MATERIALS PROVIDED:

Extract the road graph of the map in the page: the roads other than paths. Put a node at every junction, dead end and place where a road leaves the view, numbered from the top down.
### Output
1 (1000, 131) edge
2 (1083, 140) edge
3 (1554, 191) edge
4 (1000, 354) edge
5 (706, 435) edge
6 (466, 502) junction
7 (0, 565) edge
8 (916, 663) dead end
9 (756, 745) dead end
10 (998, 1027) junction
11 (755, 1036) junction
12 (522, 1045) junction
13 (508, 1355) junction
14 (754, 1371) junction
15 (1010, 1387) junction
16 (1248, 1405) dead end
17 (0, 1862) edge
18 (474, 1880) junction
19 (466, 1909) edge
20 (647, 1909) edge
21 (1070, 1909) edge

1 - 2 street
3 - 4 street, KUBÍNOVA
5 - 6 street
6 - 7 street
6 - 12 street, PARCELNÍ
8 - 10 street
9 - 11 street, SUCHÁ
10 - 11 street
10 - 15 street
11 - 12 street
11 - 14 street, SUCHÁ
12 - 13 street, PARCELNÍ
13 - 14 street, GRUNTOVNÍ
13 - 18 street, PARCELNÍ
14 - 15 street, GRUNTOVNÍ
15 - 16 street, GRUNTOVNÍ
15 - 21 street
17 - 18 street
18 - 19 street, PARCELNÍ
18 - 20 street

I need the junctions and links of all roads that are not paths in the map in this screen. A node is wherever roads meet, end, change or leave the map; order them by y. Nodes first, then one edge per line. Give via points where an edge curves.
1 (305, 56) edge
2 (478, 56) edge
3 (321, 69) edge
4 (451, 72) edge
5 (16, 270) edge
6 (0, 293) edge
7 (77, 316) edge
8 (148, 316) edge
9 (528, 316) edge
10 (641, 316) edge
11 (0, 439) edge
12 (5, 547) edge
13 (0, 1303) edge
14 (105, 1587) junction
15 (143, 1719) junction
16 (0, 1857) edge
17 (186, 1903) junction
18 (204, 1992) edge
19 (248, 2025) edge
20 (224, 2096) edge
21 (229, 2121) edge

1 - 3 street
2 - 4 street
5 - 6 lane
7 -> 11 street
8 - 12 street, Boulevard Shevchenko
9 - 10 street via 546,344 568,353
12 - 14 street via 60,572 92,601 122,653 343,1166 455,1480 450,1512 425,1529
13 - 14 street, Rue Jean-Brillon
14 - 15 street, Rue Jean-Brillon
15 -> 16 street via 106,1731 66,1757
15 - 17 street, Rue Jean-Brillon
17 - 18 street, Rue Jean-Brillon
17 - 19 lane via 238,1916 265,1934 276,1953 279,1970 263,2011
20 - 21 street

WORK TO BE COMPLETED: Please reproduce each entry exactly as it appears.

SOLUTION:
Extract the road graph of the map in the page: the roads other than paths. Put a node at every junction, dead end and place where a road leaves the view, numbered from the top down.
### Output
1 (1000, 131) edge
2 (1083, 140) edge
3 (1554, 191) edge
4 (1000, 354) edge
5 (706, 435) edge
6 (466, 502) junction
7 (0, 565) edge
8 (916, 663) dead end
9 (756, 745) dead end
10 (998, 1027) junction
11 (755, 1036) junction
12 (522, 1045) junction
13 (508, 1355) junction
14 (754, 1371) junction
15 (1010, 1387) junction
16 (1248, 1405) dead end
17 (0, 1862) edge
18 (474, 1880) junction
19 (466, 1909) edge
20 (647, 1909) edge
21 (1070, 1909) edge

1 - 2 street
3 - 4 street, KUBÍNOVA
5 - 6 street
6 - 7 street
6 - 12 street, PARCELNÍ
8 - 10 street
9 - 11 street, SUCHÁ
10 - 11 street
10 - 15 street
11 - 12 street
11 - 14 street, SUCHÁ
12 - 13 street, PARCELNÍ
13 - 14 street, GRUNTOVNÍ
13 - 18 street, PARCELNÍ
14 - 15 street, GRUNTOVNÍ
15 - 16 street, GRUNTOVNÍ
15 - 21 street
17 - 18 street
18 - 19 street, PARCELNÍ
18 - 20 street

I need the junctions and links of all roads that are not paths in the map in this screen. A node is wherever roads meet, end, change or leave the map; order them by y. Nodes first, then one edge per line. Give via points where an edge curves.
1 (305, 56) edge
2 (478, 56) edge
3 (321, 69) edge
4 (451, 72) edge
5 (16, 270) edge
6 (0, 293) edge
7 (77, 316) edge
8 (148, 316) edge
9 (528, 316) edge
10 (641, 316) edge
11 (0, 439) edge
12 (5, 547) edge
13 (0, 1303) edge
14 (105, 1587) junction
15 (143, 1719) junction
16 (0, 1857) edge
17 (186, 1903) junction
18 (204, 1992) edge
19 (248, 2025) edge
20 (224, 2096) edge
21 (229, 2121) edge

1 - 3 street
2 - 4 street
5 - 6 lane
7 -> 11 street
8 - 12 street, Boulevard Shevchenko
9 - 10 street via 546,344 568,353
12 - 14 street via 60,572 92,601 122,653 343,1166 455,1480 450,1512 425,1529
13 - 14 street, Rue Jean-Brillon
14 - 15 street, Rue Jean-Brillon
15 -> 16 street via 106,1731 66,1757
15 - 17 street, Rue Jean-Brillon
17 - 18 street, Rue Jean-Brillon
17 - 19 lane via 238,1916 265,1934 276,1953 279,1970 263,2011
20 - 21 street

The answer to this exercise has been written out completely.